Despite employers’ best efforts to prevent, manage and defend against retaliation and whistleblower claims, such claims continue to grow across the country. Employers also must contend with the law’s ever-evolving interpretation of which activities and parties are covered by federal and state retaliation and whistleblower laws.
A prime example of this challenging and developing area of the law for employers is the U.S. Department of Labor’s (DOL) recently released final rule outlining the Occupational Safety and Health Administration’s (OSHA) procedure for handling retaliation complaints under the Sarbanes-Oxley Act (SOX). Developed in response to the Dodd-Frank Wall Street Reform and Consumer Protection Act (Dodd-Frank), the final rule significantly relaxes the reporting thresholds whistleblowers need to cross before triggering an OSHA retaliation investigation, thus potentially increasing the number and scope of retaliation claims employers must respond to and defend against whistleblower employees.
As many employers subject to SOX already know, both the statute and the DOL’s anti-retaliation regulations protect whistleblowing employees who complain of bank, mail, securities and wire fraud violations of any Securities and Exchange Commission (SEC) regulation and violation of any federal law “relating” to shareholder fraud. Notwithstanding employers’ widespread knowledge of SOX’s whistleblower protections, until the new final rule’s publication, employers faced a significant level of uncertainty as to how OSHA would approach and pursue whistleblower retaliation complaints. The new final rule provides key guidance on the procedural provisions OSHA has adopted. However, the new final rule also makes it easier for whistleblowers to bring retaliation complaints and provides them with greater protection from retaliation. Below are some of the new final rule’s highlights.
· Whistleblowers generally have 180 days (as mandated by Dodd-Frank) to file a retaliation complaint after the alleged retaliation occurred, or after the date when the whistleblower became aware of the alleged retaliation.

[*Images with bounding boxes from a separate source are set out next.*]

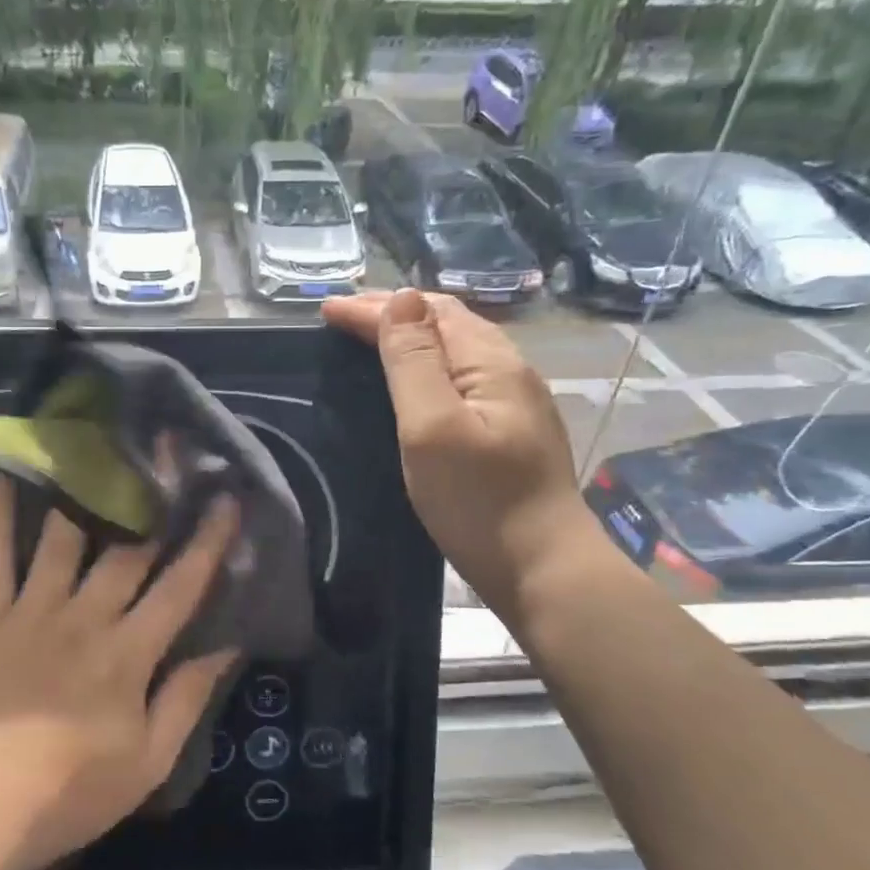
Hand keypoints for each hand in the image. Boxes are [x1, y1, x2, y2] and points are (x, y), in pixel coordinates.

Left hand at [0, 475, 239, 869]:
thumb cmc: (75, 791)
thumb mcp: (151, 760)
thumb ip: (188, 697)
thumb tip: (228, 645)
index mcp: (129, 652)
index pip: (180, 586)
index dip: (207, 541)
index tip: (227, 499)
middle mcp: (85, 617)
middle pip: (127, 548)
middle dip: (154, 498)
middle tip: (169, 451)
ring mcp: (33, 611)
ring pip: (63, 538)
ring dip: (83, 491)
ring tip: (96, 447)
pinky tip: (1, 475)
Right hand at [322, 288, 588, 595]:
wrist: (544, 570)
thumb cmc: (479, 501)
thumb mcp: (433, 427)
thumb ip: (415, 362)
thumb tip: (403, 299)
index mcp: (491, 363)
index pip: (428, 313)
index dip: (375, 308)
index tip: (326, 310)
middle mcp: (510, 371)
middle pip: (448, 322)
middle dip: (394, 313)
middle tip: (344, 317)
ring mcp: (516, 402)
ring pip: (458, 349)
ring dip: (413, 336)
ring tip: (373, 339)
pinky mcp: (511, 431)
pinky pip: (464, 376)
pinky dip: (429, 365)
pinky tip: (417, 382)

· Whistleblowers, or anyone authorized by them, may file a retaliation complaint verbally or in writing in any language. If a whistleblower makes a verbal complaint, OSHA, and not the whistleblowing employee, will transcribe the verbal complaint into writing. If a complaint is not made in English, OSHA will translate the complaint. At a broader level, the DOL’s new final rule represents an expansion of the U.S. Supreme Court’s decision in Kasten v. Saint-Gobain Performance Plastics Corp., which held that verbal complaints qualify as valid complaints under the Fair Labor Standards Act (FLSA) as long as they are sufficiently clear and detailed to put a reasonable employer on notice of a protected assertion of rights.
· Whistleblower-created documents turned over by OSHA to the targeted employer will be redacted in accordance with the Privacy Act of 1974 and “other applicable confidentiality laws.” Thus, OSHA will have some discretion as to whether certain information will be withheld from the employer due to confidentiality concerns.
· If OSHA decides there is reasonable cause to believe the allegations in a retaliation complaint, it will assess a penalty calculation that could force the employer to, among other things, pay back pay with interest and the whistleblowing attorneys’ fees, as well as preliminarily reinstate the whistleblowing employee before a final determination of the employer’s liability. That is, an employer could start paying a penalty before the agency, or a court, finds it retaliated against the whistleblowing employee in violation of SOX. If OSHA determines that preliminary reinstatement of the employee is not feasible or desirable, the agency could order the employer to provide front pay (known as economic reinstatement) to the complaining employee. Notably, even if the employer succeeds in defeating the whistleblowing employee’s retaliation complaint, under the new final rule the employer has no right to recover the costs of the economic reinstatement from the employee.
As these procedural protections illustrate, the DOL’s new final rule presents employers subject to SOX with added challenges because the rule provides whistleblowing employees: (1) greater protection from retaliation by employers; and (2) a lower standard for making an effective retaliation complaint. It also is possible that these changes are a harbinger of a DOL plan to liberalize complaint reporting requirements under other employment laws.
In any event, the DOL’s new rule serves as a poignant reminder to employers – publicly traded or not – about the importance of properly responding to whistleblower complaints. Because of the significant risk of liability, potential exposure and reputational damage in cases involving whistleblowers, employers’ failure to adopt and implement appropriate anti-retaliation and whistleblower policies and procedures can become costly mistakes. For these reasons, an audit of anti-retaliation and whistleblower policies and procedures can be invaluable in helping employers to prevent, manage and defend against retaliation and whistleblower claims.